EXERCISE:
The answer must restate every entry exactly as it appears.

------ DATA

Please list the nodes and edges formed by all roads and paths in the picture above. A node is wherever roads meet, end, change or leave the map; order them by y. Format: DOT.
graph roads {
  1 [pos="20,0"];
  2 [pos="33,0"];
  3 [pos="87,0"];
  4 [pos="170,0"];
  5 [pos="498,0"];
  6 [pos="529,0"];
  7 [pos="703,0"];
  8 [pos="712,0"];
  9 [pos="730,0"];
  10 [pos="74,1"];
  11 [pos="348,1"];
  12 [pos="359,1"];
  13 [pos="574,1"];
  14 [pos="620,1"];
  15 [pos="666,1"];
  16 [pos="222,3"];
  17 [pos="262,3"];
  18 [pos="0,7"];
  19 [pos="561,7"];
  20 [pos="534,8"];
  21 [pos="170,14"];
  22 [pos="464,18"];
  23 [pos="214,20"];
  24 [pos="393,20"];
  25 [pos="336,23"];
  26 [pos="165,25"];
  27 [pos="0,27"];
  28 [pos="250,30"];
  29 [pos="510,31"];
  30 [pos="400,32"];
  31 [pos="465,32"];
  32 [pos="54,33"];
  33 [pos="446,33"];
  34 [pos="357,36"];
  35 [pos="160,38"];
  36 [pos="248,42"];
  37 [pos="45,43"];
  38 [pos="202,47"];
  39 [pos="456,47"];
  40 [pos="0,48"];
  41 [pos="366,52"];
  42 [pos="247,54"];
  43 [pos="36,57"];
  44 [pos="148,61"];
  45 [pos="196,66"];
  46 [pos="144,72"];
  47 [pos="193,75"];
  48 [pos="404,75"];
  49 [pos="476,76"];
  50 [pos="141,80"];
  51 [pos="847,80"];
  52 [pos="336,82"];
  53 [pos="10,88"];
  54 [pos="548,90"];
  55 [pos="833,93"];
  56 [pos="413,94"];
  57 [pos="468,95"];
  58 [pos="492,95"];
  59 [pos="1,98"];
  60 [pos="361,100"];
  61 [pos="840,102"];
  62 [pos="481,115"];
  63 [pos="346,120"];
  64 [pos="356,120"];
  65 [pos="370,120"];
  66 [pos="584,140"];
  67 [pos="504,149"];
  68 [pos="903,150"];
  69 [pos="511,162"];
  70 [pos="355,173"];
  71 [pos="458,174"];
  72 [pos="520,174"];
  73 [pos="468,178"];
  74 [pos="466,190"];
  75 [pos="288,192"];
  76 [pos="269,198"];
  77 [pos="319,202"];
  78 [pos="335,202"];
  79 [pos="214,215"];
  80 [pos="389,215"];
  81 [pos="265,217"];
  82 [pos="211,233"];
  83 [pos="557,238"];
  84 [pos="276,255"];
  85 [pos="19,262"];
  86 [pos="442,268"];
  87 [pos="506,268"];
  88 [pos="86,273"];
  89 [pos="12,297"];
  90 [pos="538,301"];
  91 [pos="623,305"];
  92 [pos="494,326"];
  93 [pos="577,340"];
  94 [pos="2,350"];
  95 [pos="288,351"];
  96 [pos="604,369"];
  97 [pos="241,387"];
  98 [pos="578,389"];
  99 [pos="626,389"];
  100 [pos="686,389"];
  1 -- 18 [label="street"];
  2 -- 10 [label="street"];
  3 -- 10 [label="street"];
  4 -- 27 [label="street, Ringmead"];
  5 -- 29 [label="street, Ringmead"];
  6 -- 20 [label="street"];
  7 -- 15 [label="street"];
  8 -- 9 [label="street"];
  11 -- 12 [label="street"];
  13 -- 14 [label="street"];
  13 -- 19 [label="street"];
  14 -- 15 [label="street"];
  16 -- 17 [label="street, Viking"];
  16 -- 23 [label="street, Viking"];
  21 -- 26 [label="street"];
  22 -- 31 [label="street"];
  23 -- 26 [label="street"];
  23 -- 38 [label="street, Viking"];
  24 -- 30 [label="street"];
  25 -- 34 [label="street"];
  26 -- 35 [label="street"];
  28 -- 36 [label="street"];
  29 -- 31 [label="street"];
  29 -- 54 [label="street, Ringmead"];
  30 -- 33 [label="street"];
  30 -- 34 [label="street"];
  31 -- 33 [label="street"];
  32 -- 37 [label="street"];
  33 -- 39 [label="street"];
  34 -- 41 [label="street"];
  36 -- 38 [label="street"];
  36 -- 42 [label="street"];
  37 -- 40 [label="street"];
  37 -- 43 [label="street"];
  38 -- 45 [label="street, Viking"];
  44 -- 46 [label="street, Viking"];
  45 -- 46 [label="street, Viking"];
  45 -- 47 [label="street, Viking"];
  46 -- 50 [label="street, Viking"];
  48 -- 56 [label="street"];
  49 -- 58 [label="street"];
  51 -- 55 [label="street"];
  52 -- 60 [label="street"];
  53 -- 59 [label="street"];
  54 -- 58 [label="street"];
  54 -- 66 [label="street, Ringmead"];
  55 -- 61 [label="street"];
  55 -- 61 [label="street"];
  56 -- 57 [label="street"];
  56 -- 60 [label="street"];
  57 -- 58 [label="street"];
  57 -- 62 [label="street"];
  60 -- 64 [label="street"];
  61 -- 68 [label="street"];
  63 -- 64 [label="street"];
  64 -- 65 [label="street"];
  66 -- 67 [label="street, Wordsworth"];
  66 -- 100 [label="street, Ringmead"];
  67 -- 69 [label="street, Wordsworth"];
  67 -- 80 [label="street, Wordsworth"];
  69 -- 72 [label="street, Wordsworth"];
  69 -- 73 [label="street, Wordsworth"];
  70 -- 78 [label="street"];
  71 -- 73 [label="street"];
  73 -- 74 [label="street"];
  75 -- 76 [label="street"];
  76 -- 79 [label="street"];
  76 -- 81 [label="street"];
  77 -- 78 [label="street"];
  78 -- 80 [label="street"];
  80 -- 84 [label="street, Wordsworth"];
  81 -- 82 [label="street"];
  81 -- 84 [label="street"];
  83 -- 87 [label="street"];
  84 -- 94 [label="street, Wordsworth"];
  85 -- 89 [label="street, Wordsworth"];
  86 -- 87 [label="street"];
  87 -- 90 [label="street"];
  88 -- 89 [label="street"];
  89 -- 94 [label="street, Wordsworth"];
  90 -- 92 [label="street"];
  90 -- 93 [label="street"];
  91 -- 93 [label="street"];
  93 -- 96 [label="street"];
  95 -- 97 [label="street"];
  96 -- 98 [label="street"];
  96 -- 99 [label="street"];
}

------------

RESPONSE TO THE TASK:
Please list the nodes and edges formed by all roads and paths in the picture above. A node is wherever roads meet, end, change or leave the map; order them by y. Format: DOT.
graph roads {
  1 [pos="20,0"];
  2 [pos="33,0"];
  3 [pos="87,0"];
  4 [pos="170,0"];
  5 [pos="498,0"];
  6 [pos="529,0"];
  7 [pos="703,0"];
  8 [pos="712,0"];
  9 [pos="730,0"];
  10 [pos="74,1"];
  11 [pos="348,1"];
  12 [pos="359,1"];
  13 [pos="574,1"];
  14 [pos="620,1"];
  15 [pos="666,1"];
  16 [pos="222,3"];
  17 [pos="262,3"];
  18 [pos="0,7"];
  19 [pos="561,7"];
  20 [pos="534,8"];
  21 [pos="170,14"];
  22 [pos="464,18"];
  23 [pos="214,20"];
  24 [pos="393,20"];
  25 [pos="336,23"];
  26 [pos="165,25"];
  27 [pos="0,27"];
  28 [pos="250,30"];
  29 [pos="510,31"];
  30 [pos="400,32"];
  31 [pos="465,32"];
  32 [pos="54,33"];
  33 [pos="446,33"];
  34 [pos="357,36"];
  35 [pos="160,38"];
  36 [pos="248,42"];
  37 [pos="45,43"];
  38 [pos="202,47"];
  39 [pos="456,47"];
  40 [pos="0,48"];
  41 [pos="366,52"];
  42 [pos="247,54"];
  43 [pos="36,57"];
  44 [pos="148,61"];
  45 [pos="196,66"];
  46 [pos="144,72"];
  47 [pos="193,75"];
  48 [pos="404,75"];
  49 [pos="476,76"];
  50 [pos="141,80"];
  51 [pos="847,80"];
  52 [pos="336,82"];
  53 [pos="10,88"];
  54 [pos="548,90"];
  55 [pos="833,93"];
  56 [pos="413,94"];
  57 [pos="468,95"];
  58 [pos="492,95"];
  59 [pos="1,98"];
  60 [pos="361,100"];
  61 [pos="840,102"];
  62 [pos="481,115"];
  63 [pos="346,120"];
  64 [pos="356,120"];
  65 [pos="370,120"];
  66 [pos="584,140"];
  67 [pos="504,149"];
  68 [pos="903,150"];
  69 [pos="511,162"];
  70 [pos="355,173"];
  71 [pos="458,174"];
  72 [pos="520,174"];
  73 [pos="468,178"];
  74 [pos="466,190"];
  75 [pos="288,192"];
  76 [pos="269,198"];
  77 [pos="319,202"];
  78 [pos="335,202"];
  79 [pos="214,215"];
  80 [pos="389,215"];
  81 [pos="265,217"];
  82 [pos="211,233"];
  83 [pos="557,238"];
  84 [pos="276,255"];
  85 [pos="19,262"];
  86 [pos="442,268"];
  87 [pos="506,268"];
  88 [pos="86,273"];
  89 [pos="12,297"];
  90 [pos="538,301"];
  91 [pos="623,305"];
  92 [pos="494,326"];
  93 [pos="577,340"];
  94 [pos="2,350"];
  95 [pos="288,351"];
  96 [pos="604,369"];
  97 [pos="241,387"];
  98 [pos="578,389"];
  99 [pos="626,389"];
  100 [pos="686,389"];
  1 -- 18 [label="street"];
  2 -- 10 [label="street"];
  3 -- 10 [label="street"];
  4 -- 27 [label="street, Ringmead"];
  5 -- 29 [label="street, Ringmead"];
  6 -- 20 [label="street"];
  7 -- 15 [label="street"];
  8 -- 9 [label="street"];
  11 -- 12 [label="street"];
  13 -- 14 [label="street"];
  13 -- 19 [label="street"];
  14 -- 15 [label="street"];
  16 -- 17 [label="street, Viking"];
  16 -- 23 [label="street, Viking"];
  21 -- 26 [label="street"];
  22 -- 31 [label="street"];
  23 -- 26 [label="street"];
  23 -- 38 [label="street, Viking"];
  24 -- 30 [label="street"];
  25 -- 34 [label="street"];
  26 -- 35 [label="street"];
  28 -- 36 [label="street"];
  29 -- 31 [label="street"];
  29 -- 54 [label="street, Ringmead"];
  30 -- 33 [label="street"];
  30 -- 34 [label="street"];
  31 -- 33 [label="street"];
  32 -- 37 [label="street"];
  33 -- 39 [label="street"];
  34 -- 41 [label="street"];
  36 -- 38 [label="street"];
  36 -- 42 [label="street"];
  37 -- 40 [label="street"];
  37 -- 43 [label="street"];
  38 -- 45 [label="street, Viking"];
  44 -- 46 [label="street, Viking"];
  45 -- 46 [label="street, Viking"];
  45 -- 47 [label="street, Viking"];
  46 -- 50 [label="street, Viking"];
  48 -- 56 [label="street"];
  49 -- 58 [label="street"];
  51 -- 55 [label="street"];
  52 -- 60 [label="street"];
  53 -- 59 [label="street"];
  54 -- 58 [label="street"];
  54 -- 66 [label="street, Ringmead"];
  55 -- 61 [label="street"];
  55 -- 61 [label="street"];
  56 -- 57 [label="street"];
  56 -- 60 [label="street"];
  57 -- 58 [label="street"];
  57 -- 62 [label="street"];
  60 -- 64 [label="street"];
  61 -- 68 [label="street"];
  63 -- 64 [label="street"];
  64 -- 65 [label="street"];
  66 -- 67 [label="street, Wordsworth"];
  66 -- 100 [label="street, Ringmead"];
  67 -- 69 [label="street, Wordsworth"];
  67 -- 80 [label="street, Wordsworth"];
  69 -- 72 [label="street, Wordsworth"];
  69 -- 73 [label="street, Wordsworth"];
  70 -- 78 [label="street"];
  71 -- 73 [label="street"];
  73 -- 74 [label="street"];
  75 -- 76 [label="street"];
  76 -- 79 [label="street"];
  76 -- 81 [label="street"];
  77 -- 78 [label="street"];
  78 -- 80 [label="street"];
  80 -- 84 [label="street, Wordsworth"];
  81 -- 82 [label="street"];
  81 -- 84 [label="street"];
  83 -- 87 [label="street"];
  84 -- 94 [label="street, Wordsworth"];
  85 -- 89 [label="street, Wordsworth"];
  86 -- 87 [label="street"];
  87 -- 90 [label="street"];
  88 -- 89 [label="street"];
  89 -- 94 [label="street, Wordsworth"];
  90 -- 92 [label="street"];
  90 -- 93 [label="street"];
  91 -- 93 [label="street"];
  93 -- 96 [label="street"];
  95 -- 97 [label="street"];
  96 -- 98 [label="street"];
  96 -- 99 [label="street"];
}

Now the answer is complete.